OUs are useful to sort and contain objects within your Active Directory. Use an approach that suits the needs of your GPOs.

Local Group Policies

A local group policy is just that; local to the PC you’re using. Managing several Local Group Policies on a machine can get rather messy, as well. When thinking about Local GPOs, it is important to remember the process in which they are applied.

The order of precedence for GPOs are as follows:

  1. Local Group Policies are applied on the PC;
  2. Site Based Policies are applied, and will overwrite local if any settings conflict;
  3. Domain Policies are applied, and will overwrite both the above policies if conflict is there and;
  4. OU Policies are applied, and will overwrite all above if any conflict is there.

Meaning if locally the users homepage was set to http://intranet/ and the OU defined it as https://intranet.localdomain.com.au/index.html then the homepage would be the latter of the addresses.

Whilst in a small environment (≯ 10) it may be justifiable to implement local policies, but using a more centralized, manageable tool such as Domain Policies will be more effective.

GPOs are applied in hierarchy. Local policies are rather useless, and are overwritten by all other defined policies.

Domain Group Policies

Domain GPOs are where it’s at! These policies are applied across the domain by targeting GPOs enabled against the Domain, by referencing users or security groups (or even PCs if needed).

Policies applied against the Domain (usually done on an administrative server or Domain Controller) are directly related to Active Directory Users and Computers (ADUC!). Generating a policy allows it to be linked to an OU, security group, user or computer.

After creating a script or Windows Setting, you link the GPO to a security group, user or PC to ensure it replicated across any device they use on the domain. This is rather handy as it is not tied to the current PC.

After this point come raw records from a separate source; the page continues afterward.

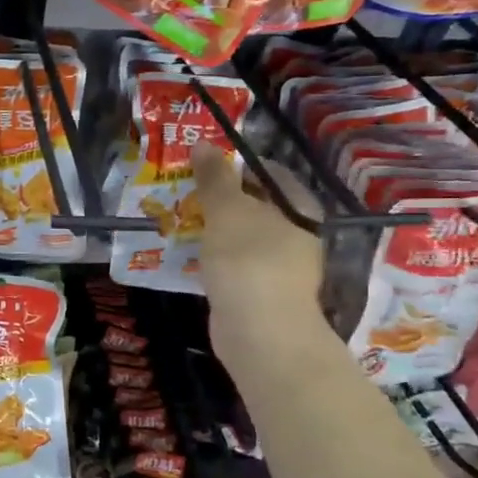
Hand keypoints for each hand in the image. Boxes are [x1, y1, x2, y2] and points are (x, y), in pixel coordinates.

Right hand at [192, 148, 332, 376]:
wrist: (260, 332)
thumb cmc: (249, 260)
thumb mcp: (227, 210)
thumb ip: (214, 177)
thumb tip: (204, 144)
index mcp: (299, 207)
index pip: (268, 172)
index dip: (235, 165)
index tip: (200, 166)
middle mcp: (296, 233)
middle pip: (254, 204)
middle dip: (218, 198)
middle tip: (182, 191)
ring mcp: (279, 265)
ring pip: (241, 235)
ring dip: (212, 228)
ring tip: (178, 219)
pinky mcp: (259, 292)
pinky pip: (233, 264)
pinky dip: (212, 257)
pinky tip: (187, 255)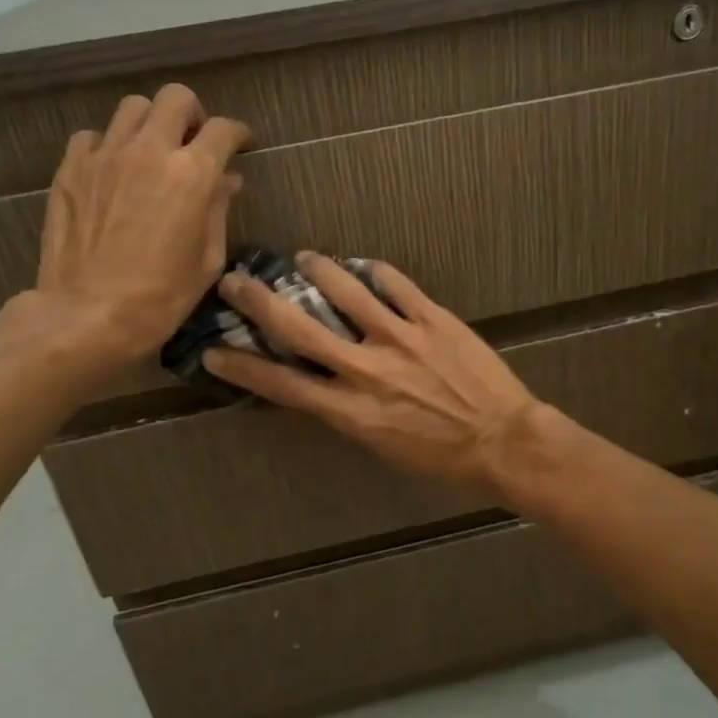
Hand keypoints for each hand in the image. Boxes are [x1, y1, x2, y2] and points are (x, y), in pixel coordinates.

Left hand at [33, 83, 249, 372]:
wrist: (88, 314)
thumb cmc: (161, 297)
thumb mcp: (206, 259)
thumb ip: (218, 209)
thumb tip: (227, 179)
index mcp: (191, 174)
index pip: (223, 129)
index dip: (238, 133)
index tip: (241, 144)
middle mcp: (149, 150)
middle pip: (176, 98)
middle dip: (193, 114)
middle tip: (194, 141)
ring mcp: (105, 155)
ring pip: (133, 108)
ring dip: (150, 123)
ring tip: (151, 152)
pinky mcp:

This is the screen for a 2003 or later DC

Linking Existing GPO

There are several benefits of maintain your GPOs through Group Policy Management;

  1. Allows you to propagate the same policies across an array of users and computers with ease;
  2. Allows you to enable or disable a policy at will;
  3. Allows you to edit the policies remotely if there an issue and;
  4. Allows you to view and diagnose issues in a centralized manner.

Domain GPOs allow for easier controller, flexibility and manageability for the IT department!

Example Group Policies

Let’s assume your clients work with a lot of sensitive data, and are always leaving their computers unlocked. Of course, client confidentiality should be their utmost priority, but they’re complacent.

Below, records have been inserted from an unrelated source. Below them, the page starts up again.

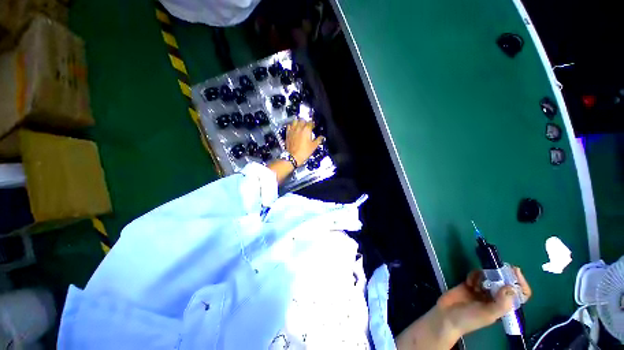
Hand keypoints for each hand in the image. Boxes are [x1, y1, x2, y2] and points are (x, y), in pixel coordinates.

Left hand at [286, 119, 323, 165]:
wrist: (293, 157)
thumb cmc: (303, 152)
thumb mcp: (314, 146)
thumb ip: (318, 140)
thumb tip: (321, 137)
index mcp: (307, 130)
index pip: (311, 122)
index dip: (313, 124)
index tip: (314, 126)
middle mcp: (299, 128)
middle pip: (302, 120)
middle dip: (306, 122)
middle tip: (308, 126)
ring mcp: (292, 130)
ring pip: (295, 121)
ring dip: (298, 122)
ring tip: (300, 125)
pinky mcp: (288, 133)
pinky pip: (289, 126)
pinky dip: (292, 126)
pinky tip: (293, 128)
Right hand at [437, 266, 531, 336]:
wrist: (446, 316)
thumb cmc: (469, 319)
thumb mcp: (487, 314)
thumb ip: (501, 303)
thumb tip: (512, 287)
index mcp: (503, 306)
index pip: (518, 294)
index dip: (520, 283)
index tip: (514, 271)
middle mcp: (495, 298)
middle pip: (504, 283)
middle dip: (502, 275)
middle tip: (498, 267)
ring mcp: (481, 291)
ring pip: (489, 277)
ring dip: (486, 275)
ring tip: (479, 279)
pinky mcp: (469, 284)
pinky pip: (475, 275)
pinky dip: (474, 274)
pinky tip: (469, 280)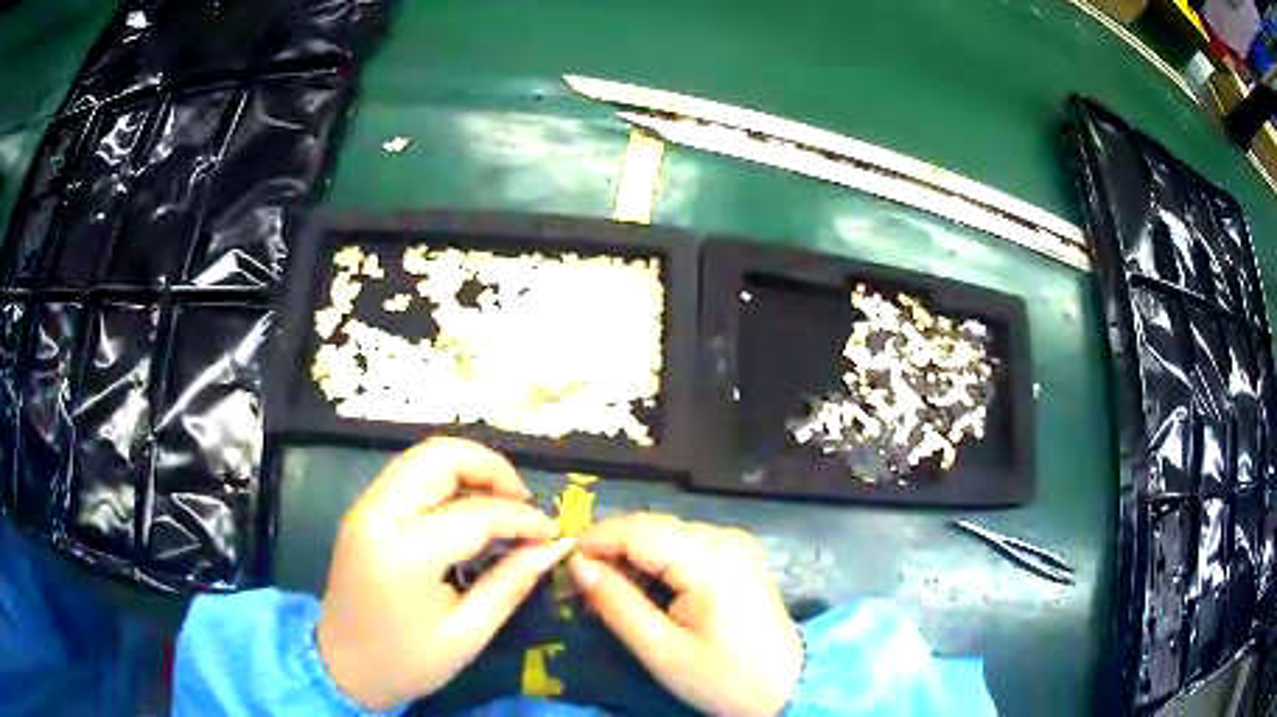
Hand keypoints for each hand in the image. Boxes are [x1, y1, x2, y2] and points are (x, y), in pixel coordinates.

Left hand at [316, 438, 572, 709]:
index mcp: (404, 552)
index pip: (476, 513)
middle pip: (439, 455)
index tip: (552, 533)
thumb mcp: (468, 633)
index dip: (522, 518)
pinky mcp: (362, 510)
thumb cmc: (408, 661)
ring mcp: (364, 507)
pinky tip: (467, 509)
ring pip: (422, 456)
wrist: (341, 667)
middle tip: (523, 501)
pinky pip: (409, 475)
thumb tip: (555, 546)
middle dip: (491, 467)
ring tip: (501, 503)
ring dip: (467, 468)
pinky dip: (444, 479)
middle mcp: (378, 514)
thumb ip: (511, 582)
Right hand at [570, 514, 802, 715]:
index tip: (563, 567)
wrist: (787, 689)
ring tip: (607, 597)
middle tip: (581, 589)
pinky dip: (656, 564)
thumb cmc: (723, 678)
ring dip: (631, 559)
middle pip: (650, 528)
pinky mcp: (737, 557)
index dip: (594, 541)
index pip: (636, 529)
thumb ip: (616, 603)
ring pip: (665, 535)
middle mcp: (724, 537)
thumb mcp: (660, 649)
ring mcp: (734, 544)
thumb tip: (578, 565)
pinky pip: (684, 547)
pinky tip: (642, 593)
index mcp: (709, 558)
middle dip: (611, 552)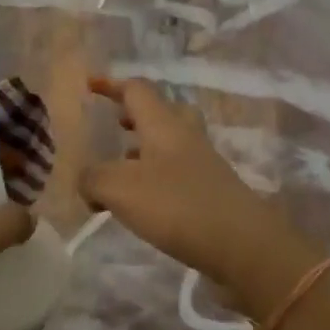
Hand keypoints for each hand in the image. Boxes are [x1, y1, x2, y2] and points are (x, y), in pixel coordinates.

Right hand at [79, 77, 320, 314]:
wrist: (243, 245)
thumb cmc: (177, 205)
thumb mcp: (119, 189)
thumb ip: (93, 178)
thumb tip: (86, 181)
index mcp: (163, 124)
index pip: (136, 90)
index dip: (111, 84)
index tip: (89, 85)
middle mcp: (185, 137)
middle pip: (162, 111)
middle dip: (136, 115)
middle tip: (115, 125)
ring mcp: (203, 165)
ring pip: (170, 144)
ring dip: (144, 149)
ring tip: (119, 169)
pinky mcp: (211, 192)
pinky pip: (177, 173)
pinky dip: (155, 178)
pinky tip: (142, 203)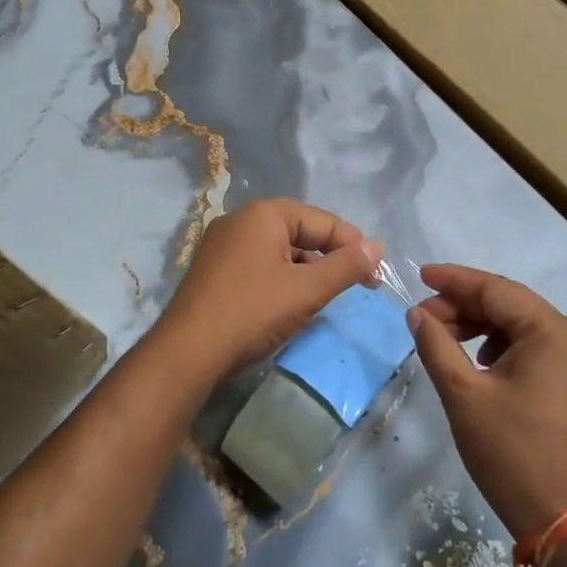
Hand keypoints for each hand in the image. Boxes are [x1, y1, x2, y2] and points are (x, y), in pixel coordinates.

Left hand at [151, 199, 383, 381]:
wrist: (188, 352)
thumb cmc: (253, 311)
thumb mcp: (307, 290)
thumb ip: (346, 266)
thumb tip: (378, 247)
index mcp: (263, 214)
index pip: (322, 220)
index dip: (353, 245)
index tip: (375, 274)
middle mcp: (240, 220)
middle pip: (299, 232)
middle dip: (328, 258)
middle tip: (354, 286)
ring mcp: (221, 245)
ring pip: (278, 250)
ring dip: (305, 271)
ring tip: (323, 298)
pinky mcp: (212, 271)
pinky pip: (258, 265)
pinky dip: (280, 280)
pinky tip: (289, 305)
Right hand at [408, 264, 566, 540]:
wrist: (559, 518)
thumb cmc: (509, 451)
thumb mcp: (463, 394)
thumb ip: (437, 345)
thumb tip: (417, 313)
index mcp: (552, 333)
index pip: (497, 290)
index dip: (455, 281)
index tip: (420, 276)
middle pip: (511, 305)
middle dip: (465, 306)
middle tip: (425, 317)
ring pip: (521, 326)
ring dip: (481, 325)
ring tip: (445, 339)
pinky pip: (534, 348)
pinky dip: (501, 346)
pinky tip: (478, 361)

If we open up gpedit.msc on our PC and navigate to: User Configuration > Administrative Templates > System > Power Management we are able to define whether their computer must prompt for a password after entering sleep, as follows:

We can then do an inverse by going to: Computer Configuration > Administrative Templates > System > Power Management > Sleep Settings and define when we want the PC to enter sleep mode:

It is important to remember, a single GPO may have an array of settings applied under it. This means, both these settings can be applied in the same GPO option if we are to deploy it through the Domain GPEdit console. n

Testing Group Policies and Gathering Group Policy Results

Group policies are never reliable if you’ve not got the ‘basics’ right; that is, a functional domain-joined PC receiving Group Policy updates at certain intervals.  To test the functionality of Group Policy, the first step would be to perform RSOP on the user PC to see if they receive any updates, or detect conflicts:

Once done generating results (the (Not Responding) is sadly expected), you will be brought back to a similar screen (gpedit.msc) where you can see the user’s policies being applied. If you are still unsure, you can perform a Group Policy update as follows:

gpupdate /force && shutdown -f -r -t 0

RSOP should then be re-run on reboot, to see the results. If you are still not sure the results, you can check:

$Dir = (Test-Path C:\tmp)
$User = $env:USERNAME
 If ($Dir -eq $True) {cd C:\tmp}
  else {
   mkdir C:\tmp
   cd C:\tmp
 }

gpresult.exe /h report-$user.html

This should highlight the winning policies, losing policies and any errors in processing policies. Lastly if all else fails, check the event log for errors against Group Policy.